Rats dans le parc Saint-Roch: les pièges commencent à porter fruit

Les efforts visant à éliminer les rats du Jardin de Saint-Roch commencent à porter fruit. En date de vendredi, les trappes de l'entreprise Exterminateurs du Québec avaient capturé près d'une soixantaine de rongeurs dans ce parc. Malgré tout, quelques rats étaient encore visibles.
L'entreprise a repris son travail d'extermination dès mardi de cette semaine, après un premier essai qui avait donné bien peu de résultats au début de l'été. Un porte-parole de la Ville de Québec, François Moisan, confirme que la Ville a dû débourser 3500$ afin de tenter d'éliminer les rats au Jardin de Saint-Roch depuis le début de l'été.
Selon le propriétaire de l'entreprise d'extermination, Régis Gravel, les deux premiers jours ont été très productifs, alors que plus d'une vingtaine de rats ont été capturés chaque jour. Depuis, la récolte s'est avérée moins élevée, si bien que les opérations cesseront en fin de semaine afin de reprendre dès lundi.
«Nous en avons pris plusieurs dizaines, indique M. Gravel. Il en reste encore, mais beaucoup moins qu'au début de la semaine.»
Parc sous surveillance
Tout au long de la semaine, un employé de la compagnie d'extermination a passé la journée au parc, afin de surveiller les trappes posées un peu partout dans le parc. Dès qu'une trappe sautait, l'employé se rendait cueillir la bête. Afin d'attirer les rats sur les trappes, du beurre d'arachide est normalement utilisé comme appât.
Pour éviter que les trappes ne se fassent voler au cours de la nuit, la Ville de Québec a même embauché une agence de sécurité afin qu'un gardien surveille l'équipement de travail de l'entreprise Exterminateurs du Québec. Lors de la première tentative au début de l'été, les trappes avaient été volées dès la première nuit.
Lutte plus compliquée
M. Gravel affirme qu'en raison de nouveaux règlements fédéraux mis en place depuis 2008 par l'Agence de réglementation de la lutte antiparasitaire, il lui est plus difficile d'utiliser le poison à rat afin de capturer les bêtes, notamment dans des parcs. Comme il ne peut avoir recours à ce poison que dans certaines circonstances, la lutte contre les rats est plus compliquée.
De plus, des gens continuent de les nourrir dans le parc, ce qui nuit aux efforts d'extermination. Encore hier matin, des miettes de pain avaient été laissées près d'une plate-bande.
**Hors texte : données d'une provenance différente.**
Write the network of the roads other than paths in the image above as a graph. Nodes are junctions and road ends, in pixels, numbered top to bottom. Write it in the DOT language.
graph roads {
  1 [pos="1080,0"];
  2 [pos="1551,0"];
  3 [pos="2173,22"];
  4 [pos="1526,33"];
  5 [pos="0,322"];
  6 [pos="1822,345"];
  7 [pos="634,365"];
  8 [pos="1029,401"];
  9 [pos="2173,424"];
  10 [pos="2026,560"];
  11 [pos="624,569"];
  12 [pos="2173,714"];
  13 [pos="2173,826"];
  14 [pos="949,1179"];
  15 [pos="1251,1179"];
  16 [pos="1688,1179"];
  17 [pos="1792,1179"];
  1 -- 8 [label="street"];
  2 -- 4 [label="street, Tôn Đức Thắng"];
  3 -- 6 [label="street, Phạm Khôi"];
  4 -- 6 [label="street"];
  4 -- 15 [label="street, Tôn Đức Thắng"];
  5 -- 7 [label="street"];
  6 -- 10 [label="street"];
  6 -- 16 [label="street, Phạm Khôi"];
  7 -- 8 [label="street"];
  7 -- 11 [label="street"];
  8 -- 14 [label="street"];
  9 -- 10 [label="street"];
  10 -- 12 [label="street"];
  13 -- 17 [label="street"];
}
Le relationniste de la Ville de Québec a indiqué que la majorité des 3500$ a été versée à l'entreprise d'extermination, alors qu'une partie de la somme a été nécessaire pour payer l'agence de sécurité.
M. Moisan signale que son organisation est bien heureuse des premiers résultats, mais qu'il faudra encore attendre afin de constater l'élimination complète des rats dans le parc.
«On avait fait une partie du travail au début de l'été, et les bêtes sont revenues. Alors, il faut être patient.»
Le propriétaire de la compagnie Exterminateurs du Québec a aussi confirmé que son entreprise mène une lutte contre les rats à la place Jacques-Cartier, qui se trouve tout juste devant la bibliothèque Gabrielle-Roy. Seulement jeudi, sept ou huit rats ont été capturés à cet endroit, encore là, à l'aide de trappes. Le travail se poursuivra aussi lundi.
Le porte-parole de la Ville de Québec indique que les experts de la Ville ne savent pas d'où viennent ces rats de la place Jacques-Cartier. M. Gravel affirme pour sa part que les rongeurs sont fort probablement des rats d'égout, et non des rats domestiques, comme ceux que l'on trouve au Jardin de Saint-Roch. Les rats de Jardin de Saint-Roch auraient été amenés à cet endroit au début de l'été par des citoyens.